AIM OF THE EXERCISE:
Once the pictures are set aside, print the records that follow exactly as written.

Stored data
•••

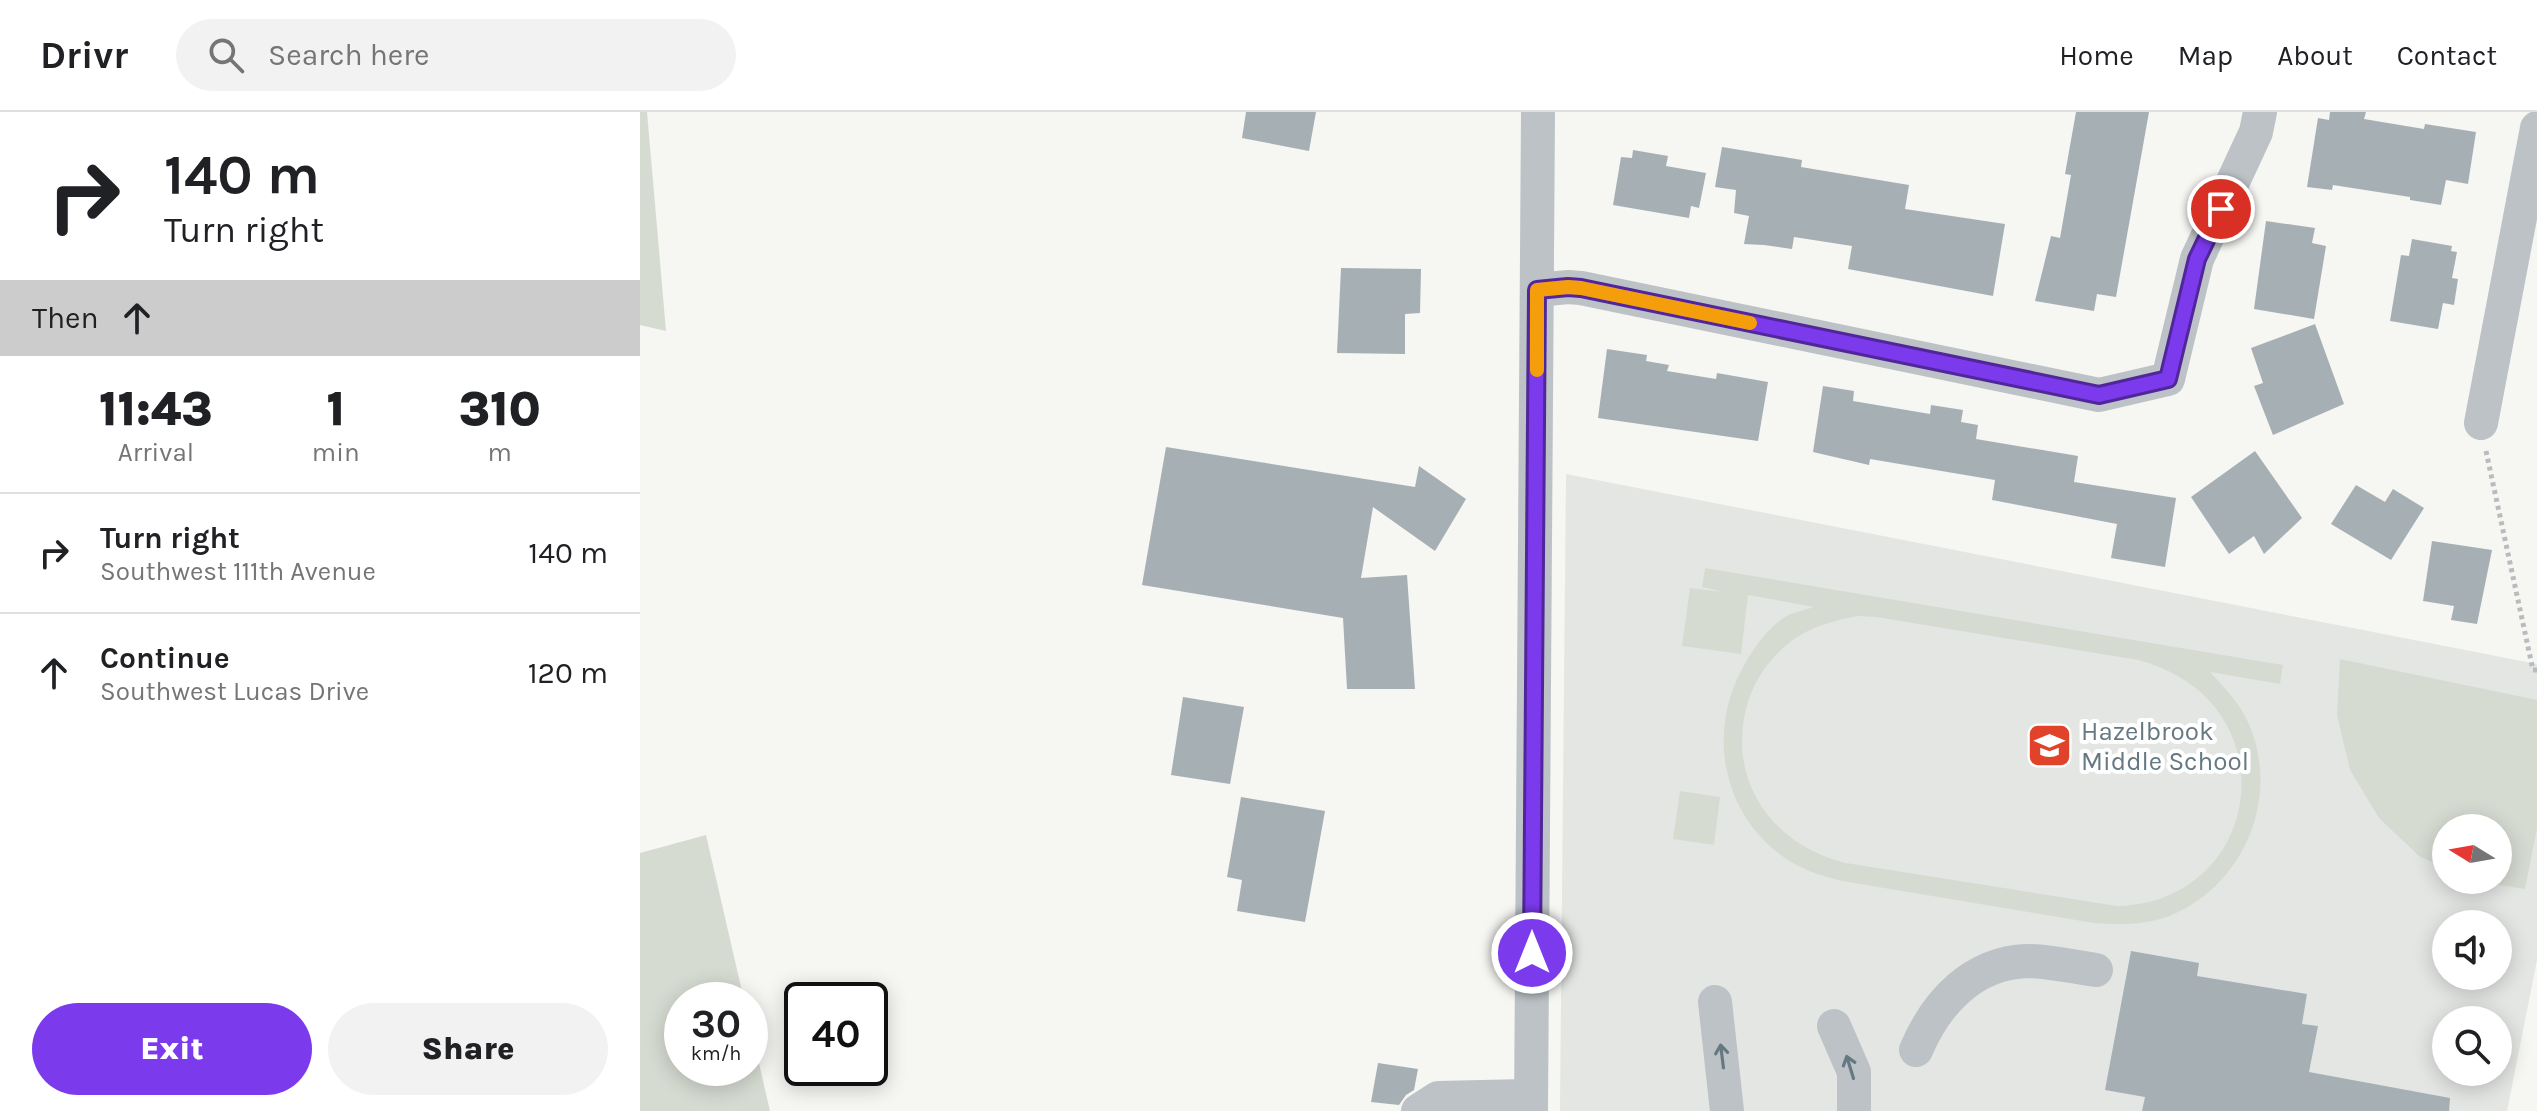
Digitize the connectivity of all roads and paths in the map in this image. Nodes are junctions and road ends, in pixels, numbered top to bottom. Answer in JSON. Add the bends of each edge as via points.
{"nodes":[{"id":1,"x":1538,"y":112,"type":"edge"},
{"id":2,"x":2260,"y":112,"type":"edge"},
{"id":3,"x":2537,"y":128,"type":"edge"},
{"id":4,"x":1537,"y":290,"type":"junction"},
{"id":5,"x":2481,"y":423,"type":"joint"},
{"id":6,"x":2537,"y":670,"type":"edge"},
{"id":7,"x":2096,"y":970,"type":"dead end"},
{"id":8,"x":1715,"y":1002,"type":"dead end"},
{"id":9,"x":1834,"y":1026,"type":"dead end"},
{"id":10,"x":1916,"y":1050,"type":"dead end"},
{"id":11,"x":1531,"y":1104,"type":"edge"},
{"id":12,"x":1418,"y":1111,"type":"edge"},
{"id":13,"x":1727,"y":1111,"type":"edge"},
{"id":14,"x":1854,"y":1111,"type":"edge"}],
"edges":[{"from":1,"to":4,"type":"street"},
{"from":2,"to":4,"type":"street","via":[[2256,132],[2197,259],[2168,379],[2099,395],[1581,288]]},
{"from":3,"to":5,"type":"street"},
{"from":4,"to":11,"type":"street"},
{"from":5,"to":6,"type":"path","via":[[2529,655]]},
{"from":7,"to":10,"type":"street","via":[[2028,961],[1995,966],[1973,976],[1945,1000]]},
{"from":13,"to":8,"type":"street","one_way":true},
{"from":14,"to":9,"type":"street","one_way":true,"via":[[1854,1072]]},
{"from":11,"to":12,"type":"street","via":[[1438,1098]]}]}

•••

FINAL ANSWER:
Digitize the connectivity of all roads and paths in the map in this image. Nodes are junctions and road ends, in pixels, numbered top to bottom. Answer in JSON. Add the bends of each edge as via points.
{"nodes":[{"id":1,"x":1538,"y":112,"type":"edge"},
{"id":2,"x":2260,"y":112,"type":"edge"},
{"id":3,"x":2537,"y":128,"type":"edge"},
{"id":4,"x":1537,"y":290,"type":"junction"},
{"id":5,"x":2481,"y":423,"type":"joint"},
{"id":6,"x":2537,"y":670,"type":"edge"},
{"id":7,"x":2096,"y":970,"type":"dead end"},
{"id":8,"x":1715,"y":1002,"type":"dead end"},
{"id":9,"x":1834,"y":1026,"type":"dead end"},
{"id":10,"x":1916,"y":1050,"type":"dead end"},
{"id":11,"x":1531,"y":1104,"type":"edge"},
{"id":12,"x":1418,"y":1111,"type":"edge"},
{"id":13,"x":1727,"y":1111,"type":"edge"},
{"id":14,"x":1854,"y":1111,"type":"edge"}],
"edges":[{"from":1,"to":4,"type":"street"},
{"from":2,"to":4,"type":"street","via":[[2256,132],[2197,259],[2168,379],[2099,395],[1581,288]]},
{"from":3,"to":5,"type":"street"},
{"from":4,"to":11,"type":"street"},
{"from":5,"to":6,"type":"path","via":[[2529,655]]},
{"from":7,"to":10,"type":"street","via":[[2028,961],[1995,966],[1973,976],[1945,1000]]},
{"from":13,"to":8,"type":"street","one_way":true},
{"from":14,"to":9,"type":"street","one_way":true,"via":[[1854,1072]]},
{"from":11,"to":12,"type":"street","via":[[1438,1098]]}]}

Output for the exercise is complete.